* **Try it**
The records below should be copied in full, exactly as shown.

* **Data for review**
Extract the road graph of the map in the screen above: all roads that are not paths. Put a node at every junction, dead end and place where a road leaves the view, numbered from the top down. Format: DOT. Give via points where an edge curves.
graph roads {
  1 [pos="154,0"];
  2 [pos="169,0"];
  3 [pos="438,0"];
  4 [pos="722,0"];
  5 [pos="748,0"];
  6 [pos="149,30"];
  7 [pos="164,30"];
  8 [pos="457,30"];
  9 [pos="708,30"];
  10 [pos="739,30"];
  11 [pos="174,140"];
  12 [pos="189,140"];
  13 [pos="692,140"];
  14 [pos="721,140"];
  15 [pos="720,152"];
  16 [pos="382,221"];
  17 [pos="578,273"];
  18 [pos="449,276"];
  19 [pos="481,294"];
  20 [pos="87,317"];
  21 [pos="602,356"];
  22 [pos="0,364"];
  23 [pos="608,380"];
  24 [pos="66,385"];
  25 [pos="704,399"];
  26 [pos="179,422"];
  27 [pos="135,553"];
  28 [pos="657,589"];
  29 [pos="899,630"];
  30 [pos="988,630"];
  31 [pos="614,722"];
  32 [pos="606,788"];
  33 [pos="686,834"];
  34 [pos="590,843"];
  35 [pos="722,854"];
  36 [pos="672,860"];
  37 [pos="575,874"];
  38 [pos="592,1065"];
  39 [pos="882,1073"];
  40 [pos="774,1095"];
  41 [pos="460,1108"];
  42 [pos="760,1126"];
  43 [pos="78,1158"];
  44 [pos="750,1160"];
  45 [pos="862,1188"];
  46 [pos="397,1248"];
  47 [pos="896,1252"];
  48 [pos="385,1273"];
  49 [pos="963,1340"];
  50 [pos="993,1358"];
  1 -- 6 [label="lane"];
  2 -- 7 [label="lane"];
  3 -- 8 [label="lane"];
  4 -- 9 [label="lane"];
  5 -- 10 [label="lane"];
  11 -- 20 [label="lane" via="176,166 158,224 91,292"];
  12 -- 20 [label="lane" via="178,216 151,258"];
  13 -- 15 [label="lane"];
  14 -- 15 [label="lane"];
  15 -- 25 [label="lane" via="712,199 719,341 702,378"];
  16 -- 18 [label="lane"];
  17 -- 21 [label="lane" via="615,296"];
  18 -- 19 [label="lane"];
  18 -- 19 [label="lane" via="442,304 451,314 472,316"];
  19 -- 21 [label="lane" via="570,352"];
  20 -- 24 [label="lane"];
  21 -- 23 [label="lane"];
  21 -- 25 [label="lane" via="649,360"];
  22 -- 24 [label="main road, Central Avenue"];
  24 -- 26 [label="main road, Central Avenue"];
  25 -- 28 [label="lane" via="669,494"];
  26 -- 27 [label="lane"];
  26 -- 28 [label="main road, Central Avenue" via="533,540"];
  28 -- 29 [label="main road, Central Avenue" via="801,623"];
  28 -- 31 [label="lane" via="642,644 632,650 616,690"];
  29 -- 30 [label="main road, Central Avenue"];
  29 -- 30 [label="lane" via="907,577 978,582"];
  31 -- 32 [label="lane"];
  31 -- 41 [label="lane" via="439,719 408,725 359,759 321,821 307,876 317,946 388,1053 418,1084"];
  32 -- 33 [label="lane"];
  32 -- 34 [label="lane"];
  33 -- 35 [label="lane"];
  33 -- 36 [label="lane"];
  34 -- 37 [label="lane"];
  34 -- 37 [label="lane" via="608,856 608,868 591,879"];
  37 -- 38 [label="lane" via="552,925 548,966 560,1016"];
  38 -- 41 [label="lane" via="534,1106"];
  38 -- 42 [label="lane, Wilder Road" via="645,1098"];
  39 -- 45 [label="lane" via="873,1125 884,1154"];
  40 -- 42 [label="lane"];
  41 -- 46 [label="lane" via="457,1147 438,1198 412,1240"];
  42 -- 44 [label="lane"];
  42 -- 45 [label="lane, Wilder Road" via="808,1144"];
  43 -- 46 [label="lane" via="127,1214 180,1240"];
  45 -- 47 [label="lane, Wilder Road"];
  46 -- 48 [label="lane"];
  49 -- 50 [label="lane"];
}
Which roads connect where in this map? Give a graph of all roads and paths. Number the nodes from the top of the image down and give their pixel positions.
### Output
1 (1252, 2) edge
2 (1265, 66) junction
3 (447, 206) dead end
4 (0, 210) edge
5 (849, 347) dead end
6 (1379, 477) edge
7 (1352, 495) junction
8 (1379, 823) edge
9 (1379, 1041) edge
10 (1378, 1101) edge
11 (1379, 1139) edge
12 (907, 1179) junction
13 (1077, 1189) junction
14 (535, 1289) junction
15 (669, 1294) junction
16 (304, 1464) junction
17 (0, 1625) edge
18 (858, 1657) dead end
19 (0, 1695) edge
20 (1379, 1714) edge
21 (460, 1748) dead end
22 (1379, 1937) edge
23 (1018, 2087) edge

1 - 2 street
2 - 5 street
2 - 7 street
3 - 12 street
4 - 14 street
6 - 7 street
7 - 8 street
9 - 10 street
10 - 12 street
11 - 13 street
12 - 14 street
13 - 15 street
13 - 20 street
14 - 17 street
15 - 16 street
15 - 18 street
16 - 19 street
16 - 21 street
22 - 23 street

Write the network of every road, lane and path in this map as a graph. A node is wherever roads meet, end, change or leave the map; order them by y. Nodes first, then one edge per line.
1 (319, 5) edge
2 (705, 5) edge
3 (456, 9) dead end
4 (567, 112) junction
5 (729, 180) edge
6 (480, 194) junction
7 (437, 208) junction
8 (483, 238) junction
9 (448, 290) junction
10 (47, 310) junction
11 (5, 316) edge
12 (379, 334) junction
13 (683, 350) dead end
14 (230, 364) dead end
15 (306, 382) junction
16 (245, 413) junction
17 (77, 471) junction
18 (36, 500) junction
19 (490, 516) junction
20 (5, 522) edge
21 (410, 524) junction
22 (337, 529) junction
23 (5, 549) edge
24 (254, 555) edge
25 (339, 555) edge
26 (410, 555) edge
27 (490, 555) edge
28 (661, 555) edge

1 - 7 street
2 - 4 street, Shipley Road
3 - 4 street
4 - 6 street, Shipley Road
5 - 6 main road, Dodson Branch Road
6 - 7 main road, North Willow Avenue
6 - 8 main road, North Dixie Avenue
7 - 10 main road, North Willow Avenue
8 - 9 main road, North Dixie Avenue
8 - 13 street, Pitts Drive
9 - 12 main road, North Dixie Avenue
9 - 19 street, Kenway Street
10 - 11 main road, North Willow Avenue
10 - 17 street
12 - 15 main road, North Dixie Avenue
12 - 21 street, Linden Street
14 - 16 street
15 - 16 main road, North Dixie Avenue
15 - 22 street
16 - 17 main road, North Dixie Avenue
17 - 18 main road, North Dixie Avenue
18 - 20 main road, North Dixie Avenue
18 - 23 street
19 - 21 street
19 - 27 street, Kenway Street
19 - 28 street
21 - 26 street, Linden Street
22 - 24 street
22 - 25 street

* **Response area**
Extract the road graph of the map in the screen above: all roads that are not paths. Put a node at every junction, dead end and place where a road leaves the view, numbered from the top down. Format: DOT. Give via points where an edge curves.
graph roads {
  1 [pos="154,0"];
  2 [pos="169,0"];
  3 [pos="438,0"];
  4 [pos="722,0"];
  5 [pos="748,0"];
  6 [pos="149,30"];
  7 [pos="164,30"];
  8 [pos="457,30"];
  9 [pos="708,30"];
  10 [pos="739,30"];
  11 [pos="174,140"];
  12 [pos="189,140"];
  13 [pos="692,140"];
  14 [pos="721,140"];
  15 [pos="720,152"];
  16 [pos="382,221"];
  17 [pos="578,273"];
  18 [pos="449,276"];
  19 [pos="481,294"];
  20 [pos="87,317"];
  21 [pos="602,356"];
  22 [pos="0,364"];
  23 [pos="608,380"];
  24 [pos="66,385"];
  25 [pos="704,399"];
  26 [pos="179,422"];
  27 [pos="135,553"];
  28 [pos="657,589"];
  29 [pos="899,630"];
  30 [pos="988,630"];
  31 [pos="614,722"];
  32 [pos="606,788"];
  33 [pos="686,834"];
  34 [pos="590,843"];
  35 [pos="722,854"];
  36 [pos="672,860"];
  37 [pos="575,874"];
  38 [pos="592,1065"];
  39 [pos="882,1073"];
  40 [pos="774,1095"];
  41 [pos="460,1108"];
  42 [pos="760,1126"];
  43 [pos="78,1158"];
  44 [pos="750,1160"];
  45 [pos="862,1188"];
  46 [pos="397,1248"];
  47 [pos="896,1252"];
  48 [pos="385,1273"];
  49 [pos="963,1340"];
  50 [pos="993,1358"];
  1 -- 6 [label="lane"];
  2 -- 7 [label="lane"];
  3 -- 8 [label="lane"];
  4 -- 9 [label="lane"];
  5 -- 10 [label="lane"];
  11 -- 20 [label="lane" via="176,166 158,224 91,292"];
  12 -- 20 [label="lane" via="178,216 151,258"];
  13 -- 15 [label="lane"];
  14 -- 15 [label="lane"];
  15 -- 25 [label="lane" via="712,199 719,341 702,378"];
  16 -- 18 [label="lane"];
  17 -- 21 [label="lane" via="615,296"];
  18 -- 19 [label="lane"];
  18 -- 19 [label="lane" via="442,304 451,314 472,316"];
  19 -- 21 [label="lane" via="570,352"];
  20 -- 24 [label="lane"];
  21 -- 23 [label="lane"];
  21 -- 25 [label="lane" via="649,360"];
  22 -- 24 [label="main road, Central Avenue"];
  24 -- 26 [label="main road, Central Avenue"];
  25 -- 28 [label="lane" via="669,494"];
  26 -- 27 [label="lane"];
  26 -- 28 [label="main road, Central Avenue" via="533,540"];
  28 -- 29 [label="main road, Central Avenue" via="801,623"];
  28 -- 31 [label="lane" via="642,644 632,650 616,690"];
  29 -- 30 [label="main road, Central Avenue"];
  29 -- 30 [label="lane" via="907,577 978,582"];
  31 -- 32 [label="lane"];
  31 -- 41 [label="lane" via="439,719 408,725 359,759 321,821 307,876 317,946 388,1053 418,1084"];
  32 -- 33 [label="lane"];
  32 -- 34 [label="lane"];
  33 -- 35 [label="lane"];
  33 -- 36 [label="lane"];
  34 -- 37 [label="lane"];
  34 -- 37 [label="lane" via="608,856 608,868 591,879"];
  37 -- 38 [label="lane" via="552,925 548,966 560,1016"];
  38 -- 41 [label="lane" via="534,1106"];
  38 -- 42 [label="lane, Wilder Road" via="645,1098"];
  39 -- 45 [label="lane" via="873,1125 884,1154"];
  40 -- 42 [label="lane"];
  41 -- 46 [label="lane" via="457,1147 438,1198 412,1240"];
  42 -- 44 [label="lane"];
  42 -- 45 [label="lane, Wilder Road" via="808,1144"];
  43 -- 46 [label="lane" via="127,1214 180,1240"];
  45 -- 47 [label="lane, Wilder Road"];
  46 -- 48 [label="lane"];
  49 -- 50 [label="lane"];
}
Which roads connect where in this map? Give a graph of all roads and paths. Number the nodes from the top of the image down and give their pixel positions.
### Output
1 (1252, 2) edge
2 (1265, 66) junction
3 (447, 206) dead end
4 (0, 210) edge
5 (849, 347) dead end
6 (1379, 477) edge
7 (1352, 495) junction
8 (1379, 823) edge
9 (1379, 1041) edge
10 (1378, 1101) edge
11 (1379, 1139) edge
12 (907, 1179) junction
13 (1077, 1189) junction
14 (535, 1289) junction
15 (669, 1294) junction
16 (304, 1464) junction
17 (0, 1625) edge
18 (858, 1657) dead end
19 (0, 1695) edge
20 (1379, 1714) edge
21 (460, 1748) dead end
22 (1379, 1937) edge
23 (1018, 2087) edge

1 - 2 street
2 - 5 street
2 - 7 street
3 - 12 street
4 - 14 street
6 - 7 street
7 - 8 street
9 - 10 street
10 - 12 street
11 - 13 street
12 - 14 street
13 - 15 street
13 - 20 street
14 - 17 street
15 - 16 street
15 - 18 street
16 - 19 street
16 - 21 street
22 - 23 street

Write the network of every road, lane and path in this map as a graph. A node is wherever roads meet, end, change or leave the map; order them by y. Nodes first, then one edge per line.
1 (319, 5) edge
2 (705, 5) edge
3 (456, 9) dead end
4 (567, 112) junction
5 (729, 180) edge
6 (480, 194) junction
7 (437, 208) junction
8 (483, 238) junction
9 (448, 290) junction
10 (47, 310) junction
11 (5, 316) edge
12 (379, 334) junction
13 (683, 350) dead end
14 (230, 364) dead end
15 (306, 382) junction
16 (245, 413) junction
17 (77, 471) junction
18 (36, 500) junction
19 (490, 516) junction
20 (5, 522) edge
21 (410, 524) junction
22 (337, 529) junction
23 (5, 549) edge
24 (254, 555) edge
25 (339, 555) edge
26 (410, 555) edge
27 (490, 555) edge
28 (661, 555) edge

1 - 7 street
2 - 4 street, Shipley Road
3 - 4 street
4 - 6 street, Shipley Road
5 - 6 main road, Dodson Branch Road
6 - 7 main road, North Willow Avenue
6 - 8 main road, North Dixie Avenue
7 - 10 main road, North Willow Avenue
8 - 9 main road, North Dixie Avenue
8 - 13 street, Pitts Drive
9 - 12 main road, North Dixie Avenue
9 - 19 street, Kenway Street
10 - 11 main road, North Willow Avenue
10 - 17 street
12 - 15 main road, North Dixie Avenue
12 - 21 street, Linden Street
14 - 16 street
15 - 16 main road, North Dixie Avenue
15 - 22 street
16 - 17 main road, North Dixie Avenue
17 - 18 main road, North Dixie Avenue
18 - 20 main road, North Dixie Avenue
18 - 23 street
19 - 21 street
19 - 27 street, Kenway Street
19 - 28 street
21 - 26 street, Linden Street
22 - 24 street
22 - 25 street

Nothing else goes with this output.